Task to complete
Among the entries that follow, find the lines holding "Terrasse" and say how many there are, with no other words.

Collected data entries
┌──
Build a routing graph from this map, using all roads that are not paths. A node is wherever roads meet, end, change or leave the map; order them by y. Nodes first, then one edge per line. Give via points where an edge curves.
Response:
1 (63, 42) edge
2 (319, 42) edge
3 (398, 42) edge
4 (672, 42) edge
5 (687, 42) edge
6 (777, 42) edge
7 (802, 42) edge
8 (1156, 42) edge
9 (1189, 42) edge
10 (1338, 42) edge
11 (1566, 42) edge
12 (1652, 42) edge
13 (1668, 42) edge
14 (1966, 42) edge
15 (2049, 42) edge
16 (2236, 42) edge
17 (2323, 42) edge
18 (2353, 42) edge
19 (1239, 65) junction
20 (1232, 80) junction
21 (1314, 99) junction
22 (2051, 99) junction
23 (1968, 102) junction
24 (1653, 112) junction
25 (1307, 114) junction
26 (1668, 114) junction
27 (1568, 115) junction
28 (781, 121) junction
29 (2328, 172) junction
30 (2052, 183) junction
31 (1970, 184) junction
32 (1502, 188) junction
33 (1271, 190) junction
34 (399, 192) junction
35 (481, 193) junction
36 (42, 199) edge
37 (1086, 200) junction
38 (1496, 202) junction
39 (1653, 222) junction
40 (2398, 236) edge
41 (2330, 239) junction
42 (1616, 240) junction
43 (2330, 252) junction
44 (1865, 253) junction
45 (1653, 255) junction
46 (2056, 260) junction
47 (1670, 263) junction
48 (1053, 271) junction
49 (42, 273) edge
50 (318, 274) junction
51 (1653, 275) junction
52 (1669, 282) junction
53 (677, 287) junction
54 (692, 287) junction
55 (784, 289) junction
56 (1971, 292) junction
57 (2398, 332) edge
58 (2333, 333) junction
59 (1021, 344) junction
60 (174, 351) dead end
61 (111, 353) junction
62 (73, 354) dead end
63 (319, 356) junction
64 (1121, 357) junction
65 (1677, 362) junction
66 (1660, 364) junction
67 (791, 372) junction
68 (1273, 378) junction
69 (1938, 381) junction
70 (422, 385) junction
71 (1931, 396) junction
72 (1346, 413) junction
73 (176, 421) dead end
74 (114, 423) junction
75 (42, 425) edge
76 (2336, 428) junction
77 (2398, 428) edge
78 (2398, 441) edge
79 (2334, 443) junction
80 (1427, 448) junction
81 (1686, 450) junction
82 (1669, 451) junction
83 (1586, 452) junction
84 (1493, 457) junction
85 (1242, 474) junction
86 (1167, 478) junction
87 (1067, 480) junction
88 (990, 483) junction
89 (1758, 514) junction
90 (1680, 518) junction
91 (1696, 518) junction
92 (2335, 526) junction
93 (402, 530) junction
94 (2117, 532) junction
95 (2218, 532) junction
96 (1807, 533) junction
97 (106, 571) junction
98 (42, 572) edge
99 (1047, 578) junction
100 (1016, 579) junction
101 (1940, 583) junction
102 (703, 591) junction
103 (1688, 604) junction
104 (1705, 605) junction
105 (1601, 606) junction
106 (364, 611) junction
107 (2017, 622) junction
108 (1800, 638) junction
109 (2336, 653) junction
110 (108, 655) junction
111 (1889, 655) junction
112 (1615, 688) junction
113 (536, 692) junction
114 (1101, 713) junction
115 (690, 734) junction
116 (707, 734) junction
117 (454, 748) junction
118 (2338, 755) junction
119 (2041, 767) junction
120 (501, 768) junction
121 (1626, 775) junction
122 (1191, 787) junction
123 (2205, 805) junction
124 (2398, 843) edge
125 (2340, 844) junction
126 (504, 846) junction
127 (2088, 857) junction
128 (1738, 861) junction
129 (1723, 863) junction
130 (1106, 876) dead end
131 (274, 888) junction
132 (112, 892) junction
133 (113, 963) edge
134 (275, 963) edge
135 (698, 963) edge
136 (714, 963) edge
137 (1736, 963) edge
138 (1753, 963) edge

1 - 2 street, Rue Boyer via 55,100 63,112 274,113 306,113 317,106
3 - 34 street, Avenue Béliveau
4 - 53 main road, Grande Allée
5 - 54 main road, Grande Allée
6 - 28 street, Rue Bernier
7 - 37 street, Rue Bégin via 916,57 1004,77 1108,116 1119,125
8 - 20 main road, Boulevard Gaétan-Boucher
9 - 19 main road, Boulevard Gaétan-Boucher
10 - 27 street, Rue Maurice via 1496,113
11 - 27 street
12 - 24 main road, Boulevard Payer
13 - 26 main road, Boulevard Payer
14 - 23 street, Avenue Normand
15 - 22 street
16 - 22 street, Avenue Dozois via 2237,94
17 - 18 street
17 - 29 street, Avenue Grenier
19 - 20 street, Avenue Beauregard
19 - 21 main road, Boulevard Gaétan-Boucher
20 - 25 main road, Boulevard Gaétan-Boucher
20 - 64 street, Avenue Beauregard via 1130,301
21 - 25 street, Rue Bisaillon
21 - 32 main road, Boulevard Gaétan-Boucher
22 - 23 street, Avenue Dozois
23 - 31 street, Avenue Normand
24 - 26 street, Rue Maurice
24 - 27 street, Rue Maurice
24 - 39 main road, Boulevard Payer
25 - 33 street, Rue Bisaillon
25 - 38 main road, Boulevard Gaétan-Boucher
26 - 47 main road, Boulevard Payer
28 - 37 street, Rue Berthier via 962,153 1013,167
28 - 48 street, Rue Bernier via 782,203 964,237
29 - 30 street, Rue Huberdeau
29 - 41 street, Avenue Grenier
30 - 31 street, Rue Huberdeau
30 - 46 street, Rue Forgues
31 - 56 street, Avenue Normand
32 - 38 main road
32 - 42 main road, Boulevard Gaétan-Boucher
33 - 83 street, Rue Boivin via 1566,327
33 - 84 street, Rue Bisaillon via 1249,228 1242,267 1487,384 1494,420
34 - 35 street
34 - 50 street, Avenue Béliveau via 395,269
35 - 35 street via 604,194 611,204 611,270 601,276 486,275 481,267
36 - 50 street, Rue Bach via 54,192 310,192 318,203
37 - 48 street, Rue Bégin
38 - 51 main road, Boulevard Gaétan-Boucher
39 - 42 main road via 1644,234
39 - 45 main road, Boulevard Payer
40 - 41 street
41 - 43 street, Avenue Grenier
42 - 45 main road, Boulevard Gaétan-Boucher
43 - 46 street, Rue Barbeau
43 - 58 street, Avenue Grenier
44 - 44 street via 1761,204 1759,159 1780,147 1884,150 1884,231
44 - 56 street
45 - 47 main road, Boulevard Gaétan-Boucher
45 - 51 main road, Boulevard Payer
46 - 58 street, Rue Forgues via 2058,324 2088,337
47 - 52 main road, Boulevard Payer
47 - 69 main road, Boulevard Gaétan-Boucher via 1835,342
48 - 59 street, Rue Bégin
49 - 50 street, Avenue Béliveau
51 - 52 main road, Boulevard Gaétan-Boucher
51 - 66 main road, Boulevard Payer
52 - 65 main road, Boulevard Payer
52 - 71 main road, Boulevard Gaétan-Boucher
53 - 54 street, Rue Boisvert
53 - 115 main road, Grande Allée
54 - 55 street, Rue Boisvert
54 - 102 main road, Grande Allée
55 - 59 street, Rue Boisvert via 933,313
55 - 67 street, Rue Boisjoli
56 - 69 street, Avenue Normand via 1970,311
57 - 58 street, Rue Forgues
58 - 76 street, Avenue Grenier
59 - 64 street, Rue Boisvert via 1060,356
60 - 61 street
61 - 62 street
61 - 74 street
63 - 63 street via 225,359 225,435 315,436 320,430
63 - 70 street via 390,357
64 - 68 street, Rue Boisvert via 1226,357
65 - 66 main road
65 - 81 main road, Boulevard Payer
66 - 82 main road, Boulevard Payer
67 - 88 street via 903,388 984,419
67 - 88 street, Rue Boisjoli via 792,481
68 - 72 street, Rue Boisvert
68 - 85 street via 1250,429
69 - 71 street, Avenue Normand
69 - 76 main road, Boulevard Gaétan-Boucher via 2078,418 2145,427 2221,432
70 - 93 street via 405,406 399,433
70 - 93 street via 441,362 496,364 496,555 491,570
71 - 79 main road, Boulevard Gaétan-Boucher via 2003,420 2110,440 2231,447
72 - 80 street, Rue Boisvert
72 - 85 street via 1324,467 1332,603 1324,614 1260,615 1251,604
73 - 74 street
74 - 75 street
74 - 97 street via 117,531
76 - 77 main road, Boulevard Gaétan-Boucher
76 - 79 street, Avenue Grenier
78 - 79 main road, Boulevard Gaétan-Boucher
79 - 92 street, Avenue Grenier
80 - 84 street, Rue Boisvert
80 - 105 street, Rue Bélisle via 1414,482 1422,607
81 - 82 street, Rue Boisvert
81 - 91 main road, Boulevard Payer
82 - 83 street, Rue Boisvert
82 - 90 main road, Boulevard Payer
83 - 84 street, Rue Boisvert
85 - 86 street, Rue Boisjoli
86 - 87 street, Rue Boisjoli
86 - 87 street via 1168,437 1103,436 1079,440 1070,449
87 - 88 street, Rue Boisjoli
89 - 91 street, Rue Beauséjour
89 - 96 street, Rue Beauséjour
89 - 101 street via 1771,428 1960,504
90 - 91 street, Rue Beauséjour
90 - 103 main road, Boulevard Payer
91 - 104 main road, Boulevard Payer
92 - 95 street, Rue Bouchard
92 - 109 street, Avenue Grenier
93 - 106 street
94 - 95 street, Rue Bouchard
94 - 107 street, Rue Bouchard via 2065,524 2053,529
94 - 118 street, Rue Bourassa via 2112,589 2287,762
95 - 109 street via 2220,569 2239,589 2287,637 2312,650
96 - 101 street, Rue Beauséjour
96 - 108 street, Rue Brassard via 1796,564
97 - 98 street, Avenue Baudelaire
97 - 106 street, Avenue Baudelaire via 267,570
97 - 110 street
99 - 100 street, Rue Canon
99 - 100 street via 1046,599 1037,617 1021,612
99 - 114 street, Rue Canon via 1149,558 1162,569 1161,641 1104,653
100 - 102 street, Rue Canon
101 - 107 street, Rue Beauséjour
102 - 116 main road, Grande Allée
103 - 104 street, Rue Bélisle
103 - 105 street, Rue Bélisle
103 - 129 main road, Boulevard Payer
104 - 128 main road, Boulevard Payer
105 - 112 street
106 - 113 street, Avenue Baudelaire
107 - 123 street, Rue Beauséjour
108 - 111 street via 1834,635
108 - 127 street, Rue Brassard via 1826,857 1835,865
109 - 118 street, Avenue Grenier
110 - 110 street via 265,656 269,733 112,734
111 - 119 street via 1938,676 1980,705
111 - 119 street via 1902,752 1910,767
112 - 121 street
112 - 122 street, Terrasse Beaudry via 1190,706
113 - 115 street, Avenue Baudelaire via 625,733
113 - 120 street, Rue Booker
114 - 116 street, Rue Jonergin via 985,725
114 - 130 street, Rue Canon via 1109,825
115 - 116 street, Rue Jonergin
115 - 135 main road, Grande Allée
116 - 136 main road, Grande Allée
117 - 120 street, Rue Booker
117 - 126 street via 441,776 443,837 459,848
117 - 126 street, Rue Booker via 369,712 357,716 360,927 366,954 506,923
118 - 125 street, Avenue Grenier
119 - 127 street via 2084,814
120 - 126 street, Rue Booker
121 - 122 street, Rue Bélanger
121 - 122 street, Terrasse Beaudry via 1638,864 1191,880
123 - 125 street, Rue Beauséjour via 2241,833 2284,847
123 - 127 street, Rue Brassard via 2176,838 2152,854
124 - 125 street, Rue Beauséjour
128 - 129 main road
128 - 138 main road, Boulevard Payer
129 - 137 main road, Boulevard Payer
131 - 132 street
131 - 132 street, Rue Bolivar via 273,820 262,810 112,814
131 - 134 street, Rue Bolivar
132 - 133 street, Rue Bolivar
└──
Task solution
2